DESCRIPTION OF THE TASK –
Across the listing below, how many lines hold "الرازق"? Reply with the number by itself.

------------

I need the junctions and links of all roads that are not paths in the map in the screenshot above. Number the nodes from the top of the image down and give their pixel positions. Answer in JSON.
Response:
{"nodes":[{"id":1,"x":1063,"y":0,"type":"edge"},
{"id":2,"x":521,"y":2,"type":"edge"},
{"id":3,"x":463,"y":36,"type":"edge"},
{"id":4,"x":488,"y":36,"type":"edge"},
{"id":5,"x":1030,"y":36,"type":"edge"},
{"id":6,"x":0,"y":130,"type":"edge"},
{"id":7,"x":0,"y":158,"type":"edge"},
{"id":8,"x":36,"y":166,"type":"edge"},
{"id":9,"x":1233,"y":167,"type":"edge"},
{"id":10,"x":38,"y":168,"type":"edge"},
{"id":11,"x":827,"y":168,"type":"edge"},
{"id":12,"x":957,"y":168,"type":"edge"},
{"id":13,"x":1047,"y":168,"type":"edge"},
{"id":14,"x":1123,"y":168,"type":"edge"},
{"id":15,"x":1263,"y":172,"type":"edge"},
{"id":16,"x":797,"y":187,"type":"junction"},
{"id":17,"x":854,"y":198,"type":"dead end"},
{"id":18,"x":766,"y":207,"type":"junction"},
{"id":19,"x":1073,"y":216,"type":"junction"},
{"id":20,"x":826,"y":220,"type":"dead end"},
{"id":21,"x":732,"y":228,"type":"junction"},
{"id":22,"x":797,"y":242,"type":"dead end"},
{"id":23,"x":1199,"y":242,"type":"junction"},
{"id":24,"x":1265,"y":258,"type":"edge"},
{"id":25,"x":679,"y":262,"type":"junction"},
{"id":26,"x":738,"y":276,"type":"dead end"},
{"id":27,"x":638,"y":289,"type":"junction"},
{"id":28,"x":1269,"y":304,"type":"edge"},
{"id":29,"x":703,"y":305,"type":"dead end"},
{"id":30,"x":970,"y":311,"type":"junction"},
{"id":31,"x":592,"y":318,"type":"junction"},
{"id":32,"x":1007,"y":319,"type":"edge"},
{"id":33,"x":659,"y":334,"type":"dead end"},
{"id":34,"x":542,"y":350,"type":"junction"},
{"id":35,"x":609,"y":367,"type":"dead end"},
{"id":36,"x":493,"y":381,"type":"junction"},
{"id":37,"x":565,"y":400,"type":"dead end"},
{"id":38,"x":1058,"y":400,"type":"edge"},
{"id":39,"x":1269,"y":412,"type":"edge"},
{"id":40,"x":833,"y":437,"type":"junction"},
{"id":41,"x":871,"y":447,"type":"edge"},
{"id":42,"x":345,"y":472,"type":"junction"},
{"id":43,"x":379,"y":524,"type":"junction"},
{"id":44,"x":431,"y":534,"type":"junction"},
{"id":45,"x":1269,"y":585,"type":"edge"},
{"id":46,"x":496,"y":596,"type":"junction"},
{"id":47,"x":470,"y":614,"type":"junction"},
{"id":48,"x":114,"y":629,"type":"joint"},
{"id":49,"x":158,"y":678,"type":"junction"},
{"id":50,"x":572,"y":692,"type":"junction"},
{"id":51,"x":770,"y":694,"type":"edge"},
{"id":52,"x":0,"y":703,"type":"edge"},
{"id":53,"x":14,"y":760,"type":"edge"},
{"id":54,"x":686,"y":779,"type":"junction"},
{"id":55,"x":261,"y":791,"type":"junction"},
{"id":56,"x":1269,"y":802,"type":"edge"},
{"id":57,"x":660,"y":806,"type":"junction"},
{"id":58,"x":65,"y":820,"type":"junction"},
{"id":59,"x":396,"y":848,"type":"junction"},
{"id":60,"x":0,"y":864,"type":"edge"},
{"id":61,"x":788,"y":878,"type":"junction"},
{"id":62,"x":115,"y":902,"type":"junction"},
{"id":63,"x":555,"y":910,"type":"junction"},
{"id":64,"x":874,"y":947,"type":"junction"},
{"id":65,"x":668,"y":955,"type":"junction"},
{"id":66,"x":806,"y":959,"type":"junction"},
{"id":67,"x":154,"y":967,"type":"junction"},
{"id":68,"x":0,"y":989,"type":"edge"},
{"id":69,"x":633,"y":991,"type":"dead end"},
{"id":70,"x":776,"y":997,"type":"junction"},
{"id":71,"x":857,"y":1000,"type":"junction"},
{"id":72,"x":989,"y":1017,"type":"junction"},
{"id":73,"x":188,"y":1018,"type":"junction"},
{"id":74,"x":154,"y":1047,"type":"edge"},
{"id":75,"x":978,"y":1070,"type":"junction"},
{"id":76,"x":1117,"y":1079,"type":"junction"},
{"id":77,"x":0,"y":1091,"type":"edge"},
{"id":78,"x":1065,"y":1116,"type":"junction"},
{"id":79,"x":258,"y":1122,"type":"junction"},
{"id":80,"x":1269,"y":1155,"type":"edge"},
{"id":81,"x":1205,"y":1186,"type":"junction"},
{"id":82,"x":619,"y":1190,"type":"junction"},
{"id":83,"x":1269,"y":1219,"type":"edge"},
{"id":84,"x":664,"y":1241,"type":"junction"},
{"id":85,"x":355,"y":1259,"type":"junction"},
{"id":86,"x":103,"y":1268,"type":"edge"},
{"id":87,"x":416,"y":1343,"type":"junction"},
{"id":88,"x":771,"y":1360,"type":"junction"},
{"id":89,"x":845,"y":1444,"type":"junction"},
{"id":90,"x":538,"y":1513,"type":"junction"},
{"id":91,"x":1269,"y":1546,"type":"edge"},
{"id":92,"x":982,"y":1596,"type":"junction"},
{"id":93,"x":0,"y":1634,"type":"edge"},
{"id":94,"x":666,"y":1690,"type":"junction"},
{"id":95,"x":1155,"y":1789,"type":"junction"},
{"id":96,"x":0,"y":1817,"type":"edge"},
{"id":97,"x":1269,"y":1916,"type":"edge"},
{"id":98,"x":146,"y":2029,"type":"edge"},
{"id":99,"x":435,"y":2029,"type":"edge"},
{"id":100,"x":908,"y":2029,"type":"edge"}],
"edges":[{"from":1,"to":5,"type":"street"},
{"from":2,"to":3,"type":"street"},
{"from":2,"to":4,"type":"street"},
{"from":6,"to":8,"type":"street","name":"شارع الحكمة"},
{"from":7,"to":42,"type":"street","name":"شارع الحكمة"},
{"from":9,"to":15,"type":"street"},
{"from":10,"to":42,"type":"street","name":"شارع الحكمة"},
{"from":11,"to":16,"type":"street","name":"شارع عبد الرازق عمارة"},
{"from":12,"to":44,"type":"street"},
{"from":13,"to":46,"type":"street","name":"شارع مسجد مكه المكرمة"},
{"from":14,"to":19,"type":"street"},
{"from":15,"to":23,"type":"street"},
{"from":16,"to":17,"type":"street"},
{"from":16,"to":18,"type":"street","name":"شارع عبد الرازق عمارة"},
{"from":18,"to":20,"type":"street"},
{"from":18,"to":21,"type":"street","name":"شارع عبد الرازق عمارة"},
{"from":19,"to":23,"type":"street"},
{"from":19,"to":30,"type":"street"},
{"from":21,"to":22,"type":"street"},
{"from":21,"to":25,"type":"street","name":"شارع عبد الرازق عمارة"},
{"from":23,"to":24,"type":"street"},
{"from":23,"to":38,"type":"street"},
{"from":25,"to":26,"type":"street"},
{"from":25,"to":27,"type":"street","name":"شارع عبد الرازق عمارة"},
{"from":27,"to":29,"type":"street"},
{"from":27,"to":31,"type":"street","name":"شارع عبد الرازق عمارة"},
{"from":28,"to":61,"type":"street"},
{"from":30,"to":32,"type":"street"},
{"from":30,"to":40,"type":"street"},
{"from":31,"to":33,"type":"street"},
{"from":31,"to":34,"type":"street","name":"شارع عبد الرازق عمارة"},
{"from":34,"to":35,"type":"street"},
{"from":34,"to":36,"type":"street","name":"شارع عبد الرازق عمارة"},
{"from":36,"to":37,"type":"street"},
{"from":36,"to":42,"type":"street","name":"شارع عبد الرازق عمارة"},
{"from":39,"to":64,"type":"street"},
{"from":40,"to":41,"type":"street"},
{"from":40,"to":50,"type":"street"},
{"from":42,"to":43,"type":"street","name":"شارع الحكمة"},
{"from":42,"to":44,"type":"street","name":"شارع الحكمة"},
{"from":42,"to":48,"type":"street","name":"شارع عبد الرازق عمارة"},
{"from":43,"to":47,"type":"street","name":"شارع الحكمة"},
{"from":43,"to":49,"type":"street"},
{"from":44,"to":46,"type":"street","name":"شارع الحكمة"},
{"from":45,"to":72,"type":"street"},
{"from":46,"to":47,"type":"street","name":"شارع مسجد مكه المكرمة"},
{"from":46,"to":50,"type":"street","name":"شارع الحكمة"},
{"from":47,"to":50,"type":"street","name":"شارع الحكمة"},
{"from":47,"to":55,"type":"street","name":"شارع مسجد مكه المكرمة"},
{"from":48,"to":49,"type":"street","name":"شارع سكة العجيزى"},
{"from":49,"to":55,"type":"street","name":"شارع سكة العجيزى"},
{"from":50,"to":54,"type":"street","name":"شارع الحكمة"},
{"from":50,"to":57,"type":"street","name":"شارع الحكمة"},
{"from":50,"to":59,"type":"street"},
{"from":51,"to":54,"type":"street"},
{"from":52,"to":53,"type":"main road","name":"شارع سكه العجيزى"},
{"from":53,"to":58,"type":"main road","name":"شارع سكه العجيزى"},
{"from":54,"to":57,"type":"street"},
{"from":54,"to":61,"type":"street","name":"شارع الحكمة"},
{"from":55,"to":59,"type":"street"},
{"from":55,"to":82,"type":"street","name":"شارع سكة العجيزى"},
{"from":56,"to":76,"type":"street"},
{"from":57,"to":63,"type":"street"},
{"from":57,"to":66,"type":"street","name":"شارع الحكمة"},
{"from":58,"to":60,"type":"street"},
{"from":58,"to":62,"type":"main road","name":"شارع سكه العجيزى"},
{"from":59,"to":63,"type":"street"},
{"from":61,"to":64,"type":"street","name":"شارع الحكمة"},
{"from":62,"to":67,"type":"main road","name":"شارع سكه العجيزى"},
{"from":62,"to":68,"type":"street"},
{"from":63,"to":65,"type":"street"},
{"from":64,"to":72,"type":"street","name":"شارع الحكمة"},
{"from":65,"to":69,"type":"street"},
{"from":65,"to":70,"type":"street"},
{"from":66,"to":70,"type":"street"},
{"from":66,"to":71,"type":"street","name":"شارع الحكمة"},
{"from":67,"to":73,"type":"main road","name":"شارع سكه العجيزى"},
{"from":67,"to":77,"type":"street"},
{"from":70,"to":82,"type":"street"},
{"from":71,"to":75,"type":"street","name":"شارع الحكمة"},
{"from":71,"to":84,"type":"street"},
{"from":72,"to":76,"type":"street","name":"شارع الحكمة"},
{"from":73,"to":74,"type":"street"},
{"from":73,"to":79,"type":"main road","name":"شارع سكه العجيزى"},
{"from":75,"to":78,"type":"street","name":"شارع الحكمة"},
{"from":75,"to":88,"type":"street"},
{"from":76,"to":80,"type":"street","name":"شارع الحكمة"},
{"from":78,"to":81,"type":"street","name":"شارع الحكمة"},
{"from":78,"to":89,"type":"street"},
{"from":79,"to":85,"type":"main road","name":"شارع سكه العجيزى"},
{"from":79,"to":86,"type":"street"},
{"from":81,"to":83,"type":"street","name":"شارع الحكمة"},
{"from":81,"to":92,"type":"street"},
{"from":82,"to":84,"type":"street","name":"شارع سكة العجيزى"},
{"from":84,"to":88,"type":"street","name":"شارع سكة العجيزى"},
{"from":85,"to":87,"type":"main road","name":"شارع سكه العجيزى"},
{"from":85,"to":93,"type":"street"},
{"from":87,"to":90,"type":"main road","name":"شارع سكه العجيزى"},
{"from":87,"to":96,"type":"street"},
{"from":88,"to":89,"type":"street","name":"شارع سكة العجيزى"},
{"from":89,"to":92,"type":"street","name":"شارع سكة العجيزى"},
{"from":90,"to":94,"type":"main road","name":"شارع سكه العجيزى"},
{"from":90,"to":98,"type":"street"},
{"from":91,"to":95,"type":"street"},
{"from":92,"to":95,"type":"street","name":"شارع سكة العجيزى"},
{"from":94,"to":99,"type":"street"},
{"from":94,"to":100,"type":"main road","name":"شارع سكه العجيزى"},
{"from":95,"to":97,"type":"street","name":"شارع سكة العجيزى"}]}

------------

REPLY TO THE EXERCISE –
10